Livingston has found instances where a woman could only be sure it was her baby in hospital if it was the one with a cuddly toy in the cot. Another woman said she was at a festival, looking for someone she’d planned to meet and only later found she’d been chatting to Ronan Keating. And a Hollywood engineer couldn’t even recognise Brad Pitt when they shared a lift.
“Television’s very difficult because characters change clothes and hairstyles and sometimes the plot hinges on that,” Livingston says. “You see two young blond women and you think they’re the same person until they appear on screen together and then you mentally have to rewrite the entire plot. It’s quite exhausting.”
Another sufferer is social worker Nerina Parr, 44, from Brighton. She says: “It’s the new dyslexia… nobody could explain what it was and half the time they didn’t have any sympathy with it anyway. It’s always getting me into trouble. For instance, my partner changed the picture of us on my bedside and I got really jealous and demanded to know who this new person was… then there’s the nightmare of walking into work meetings and not knowing who the people are – even though you work with them.”
Anna Cady, a 60-year-old artist from Winchester, thought at one stage that she had Alzheimer’s or dementia. “So when I found out what it was it was a tremendous relief. Then again, I did some tests on the internet and ended up sobbing my eyes out because I couldn’t even tell when they changed the faces. The awful thing is that you dread going outside because you might offend someone by not recognising them. When someone says ‘hello, Anna’ your heart sinks because you just hope you aren’t going to offend someone.”

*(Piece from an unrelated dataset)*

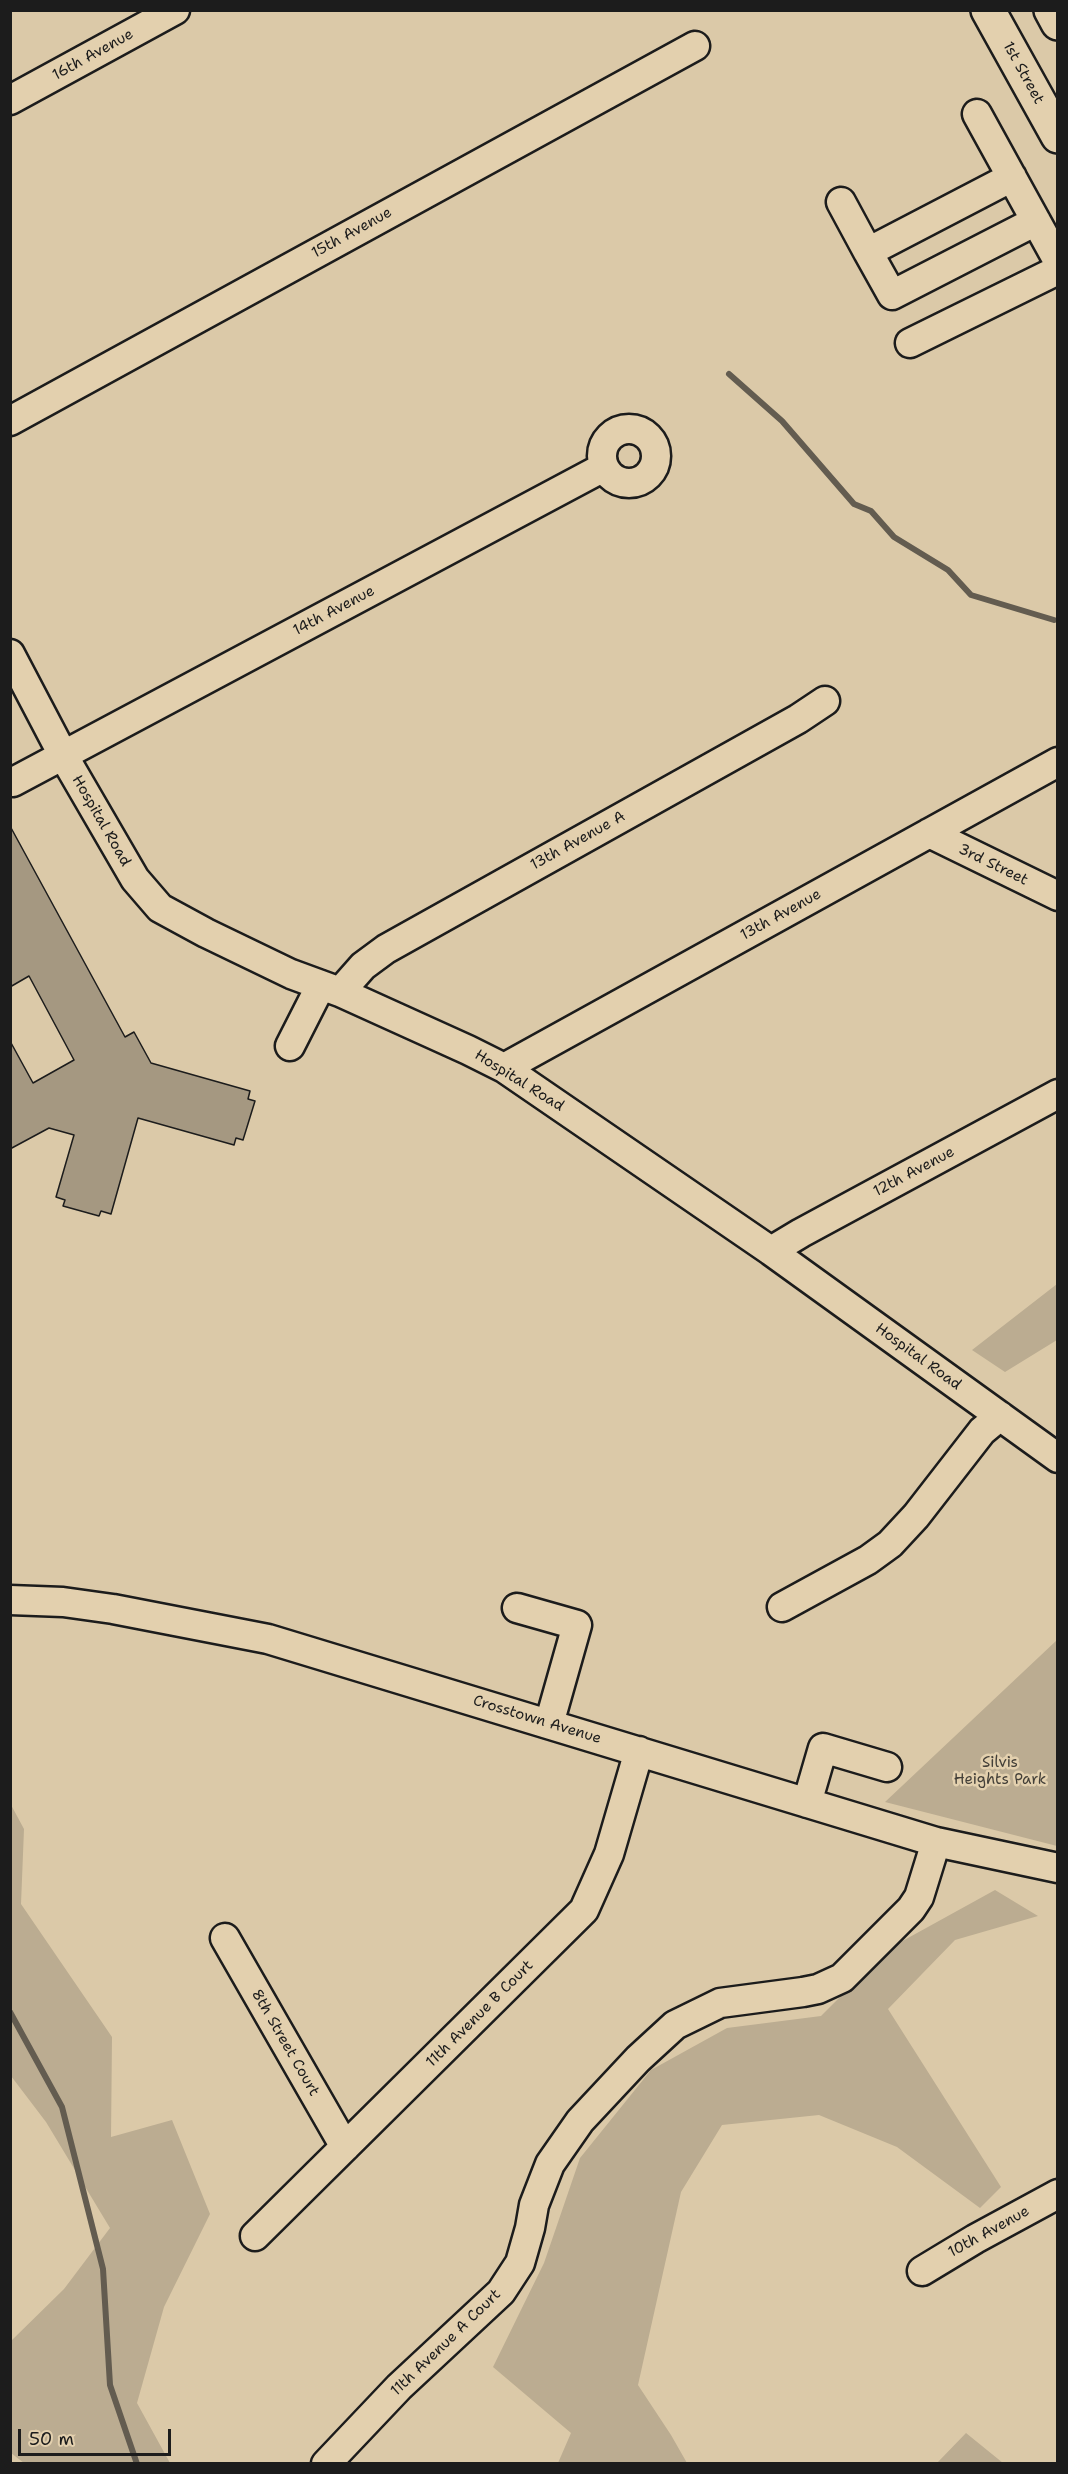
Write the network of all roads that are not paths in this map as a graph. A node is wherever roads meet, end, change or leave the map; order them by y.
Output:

If you think you have face blindness and would like to be part of the research you can register at prosopagnosiaresearch.org
Face blindness: Causes and cures
Prosopagnosia or face blindness can be caused by stroke or brain injury, but some people are born with it or develop it despite having no other signs of brain impairment. Recent research suggests it may sometimes be genetic.
It is thought to be caused by abnormality of or damage to a part of the brain that controls memory and facial perception.
In extreme cases, those with the condition are unable to recognise their own faces or tell the difference between a face and an object.
Treatment focuses on teaching coping strategies and the use of a variety of prompts and cues to recognise people by other means. But research is under way and it is hoped an effective prevention or cure may be found.